BogorOne.co.id | Bekasi – Aksi penyiraman air keras kembali terjadi dan meresahkan warga. Seorang pria lanjut usia menjadi korban serangan orang tak dikenal (OTK) saat hendak menunaikan salat Subuh di Kabupaten Bekasi, Jawa Barat, Senin, 30 Maret 2026.
Peristiwa itu terjadi di Perumahan Bumi Sani Permai, Desa Setia Mekar, Kecamatan Tambun Selatan. Insiden terekam kamera pengawas dan berlangsung singkat ketika korban berjalan menuju musala.
Rekaman CCTV menunjukkan dua pelaku berboncengan sepeda motor mendekati korban. Tanpa percakapan, salah satu pelaku langsung menyiramkan cairan yang diduga air keras ke tubuh korban, lalu melarikan diri.
Warga setempat, Jefi Samhadi, mengatakan pelaku sempat berkeliling di sekitar lokasi sebelum kejadian.
“Menurut warga yang berjualan, ada dua orang berboncengan memakai helm dan terlihat berputar-putar sebelum kejadian,” kata Jefi, Selasa, 31 Maret 2026.
Ia menyebut peristiwa serupa bukan kali pertama terjadi di lingkungan tersebut. Sebelumnya, dua kendaraan milik warga juga pernah disiram cairan serupa.
“Ini sudah kejadian kedua. Sekarang korbannya manusia, sehingga kami langsung melaporkan ke polisi,” ujarnya.
Jefi menduga pelaku telah membuntuti korban sejak keluar rumah. Dugaan itu diperkuat rekaman CCTV yang memperlihatkan pelaku beberapa kali melintas sebelum beraksi.
“Pelaku seperti menunggu momen,” katanya.
Warga lain, Rahmat, mengungkapkan ciri-ciri pelaku, yakni mengenakan helm full face dan jaket hitam serta mengendarai sepeda motor matik berwarna putih gading. Ia mengaku sempat mencurigai pelaku, tetapi tidak menaruh perhatian lebih karena waktu sudah mendekati Subuh.

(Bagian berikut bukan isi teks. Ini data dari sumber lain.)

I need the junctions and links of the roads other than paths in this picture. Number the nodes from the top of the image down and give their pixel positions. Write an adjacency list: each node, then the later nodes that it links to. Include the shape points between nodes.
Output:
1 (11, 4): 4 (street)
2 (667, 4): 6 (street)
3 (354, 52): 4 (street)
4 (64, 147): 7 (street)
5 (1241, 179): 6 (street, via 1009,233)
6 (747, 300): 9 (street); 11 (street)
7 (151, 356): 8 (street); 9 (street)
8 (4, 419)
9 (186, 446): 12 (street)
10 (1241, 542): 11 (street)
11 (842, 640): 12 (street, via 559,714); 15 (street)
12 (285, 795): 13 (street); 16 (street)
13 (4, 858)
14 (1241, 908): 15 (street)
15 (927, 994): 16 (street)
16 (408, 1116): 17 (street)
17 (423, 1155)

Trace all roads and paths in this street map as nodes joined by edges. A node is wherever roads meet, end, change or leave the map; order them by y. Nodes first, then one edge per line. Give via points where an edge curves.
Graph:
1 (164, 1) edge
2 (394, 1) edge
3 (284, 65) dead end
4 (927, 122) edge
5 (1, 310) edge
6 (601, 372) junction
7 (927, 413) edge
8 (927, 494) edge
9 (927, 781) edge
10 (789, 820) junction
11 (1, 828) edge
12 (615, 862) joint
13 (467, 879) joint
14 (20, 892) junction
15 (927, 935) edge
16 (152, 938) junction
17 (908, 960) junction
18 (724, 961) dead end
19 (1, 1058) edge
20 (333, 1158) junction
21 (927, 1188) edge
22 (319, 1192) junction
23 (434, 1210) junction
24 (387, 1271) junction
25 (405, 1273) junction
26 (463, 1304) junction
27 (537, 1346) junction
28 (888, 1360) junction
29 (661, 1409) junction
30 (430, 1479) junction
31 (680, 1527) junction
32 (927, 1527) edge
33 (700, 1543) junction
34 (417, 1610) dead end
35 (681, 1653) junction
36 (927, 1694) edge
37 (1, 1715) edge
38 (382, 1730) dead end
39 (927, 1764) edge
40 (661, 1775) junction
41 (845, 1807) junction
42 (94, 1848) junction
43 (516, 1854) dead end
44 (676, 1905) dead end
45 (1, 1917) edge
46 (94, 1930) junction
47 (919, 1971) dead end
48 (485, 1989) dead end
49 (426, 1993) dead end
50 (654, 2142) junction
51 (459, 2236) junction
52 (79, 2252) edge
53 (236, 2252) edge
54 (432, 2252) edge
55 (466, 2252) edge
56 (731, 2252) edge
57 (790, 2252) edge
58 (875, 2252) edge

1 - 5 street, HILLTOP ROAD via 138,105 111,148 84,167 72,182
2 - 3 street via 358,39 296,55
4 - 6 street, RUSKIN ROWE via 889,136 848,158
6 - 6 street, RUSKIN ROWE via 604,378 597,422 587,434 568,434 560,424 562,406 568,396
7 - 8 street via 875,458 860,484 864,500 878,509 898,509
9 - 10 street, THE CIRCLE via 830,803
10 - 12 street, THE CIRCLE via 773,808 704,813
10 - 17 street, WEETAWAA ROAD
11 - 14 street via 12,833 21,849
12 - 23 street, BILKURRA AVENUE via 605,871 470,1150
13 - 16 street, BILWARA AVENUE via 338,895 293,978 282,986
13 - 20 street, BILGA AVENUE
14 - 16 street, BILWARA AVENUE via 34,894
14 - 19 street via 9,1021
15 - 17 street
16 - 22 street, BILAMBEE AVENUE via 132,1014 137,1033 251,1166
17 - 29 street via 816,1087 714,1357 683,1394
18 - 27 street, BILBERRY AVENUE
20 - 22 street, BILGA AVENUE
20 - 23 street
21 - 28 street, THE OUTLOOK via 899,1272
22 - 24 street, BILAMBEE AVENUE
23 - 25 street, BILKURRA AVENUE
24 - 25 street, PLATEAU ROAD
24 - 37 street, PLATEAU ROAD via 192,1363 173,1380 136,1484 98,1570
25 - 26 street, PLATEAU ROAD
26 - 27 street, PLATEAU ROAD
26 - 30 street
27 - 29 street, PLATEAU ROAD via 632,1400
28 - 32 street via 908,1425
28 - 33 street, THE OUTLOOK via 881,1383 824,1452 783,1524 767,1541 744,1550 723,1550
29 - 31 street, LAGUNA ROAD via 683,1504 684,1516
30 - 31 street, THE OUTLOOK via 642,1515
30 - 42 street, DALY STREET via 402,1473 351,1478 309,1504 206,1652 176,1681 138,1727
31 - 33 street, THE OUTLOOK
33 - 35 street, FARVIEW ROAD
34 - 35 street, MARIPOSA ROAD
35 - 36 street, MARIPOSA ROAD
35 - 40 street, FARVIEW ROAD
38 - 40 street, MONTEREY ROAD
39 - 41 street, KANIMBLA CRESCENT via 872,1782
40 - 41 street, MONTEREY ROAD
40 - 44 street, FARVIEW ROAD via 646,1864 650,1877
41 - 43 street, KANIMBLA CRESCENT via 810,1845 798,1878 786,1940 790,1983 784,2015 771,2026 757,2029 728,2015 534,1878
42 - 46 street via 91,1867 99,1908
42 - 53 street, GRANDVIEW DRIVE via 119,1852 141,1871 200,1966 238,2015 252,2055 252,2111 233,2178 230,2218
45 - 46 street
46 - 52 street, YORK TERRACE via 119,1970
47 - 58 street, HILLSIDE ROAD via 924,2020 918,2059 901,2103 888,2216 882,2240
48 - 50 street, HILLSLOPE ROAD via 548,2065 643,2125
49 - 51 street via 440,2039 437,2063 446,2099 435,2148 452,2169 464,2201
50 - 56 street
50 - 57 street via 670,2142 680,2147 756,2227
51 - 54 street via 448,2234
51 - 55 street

Menurut Rahmat, korban dikenal sebagai pribadi pendiam dan tidak memiliki konflik dengan warga sekitar.
Akibat kejadian itu, korban mengalami luka bakar serius di sejumlah bagian tubuh. Berdasarkan informasi sementara, luka bakar mencapai sekitar 70 persen. Korban kini menjalani perawatan intensif di Rumah Sakit Primaya.
Peristiwa tersebut membuat warga sekitar resah. Dalam beberapa waktu terakhir, aksi penyiraman cairan berbahaya dilaporkan terjadi hingga tiga kali, meski sebelumnya hanya menyasar kendaraan.
Hingga kini, kepolisian masih menyelidiki kasus tersebut dengan mengumpulkan keterangan saksi dan rekaman CCTV untuk mengungkap pelaku serta motifnya.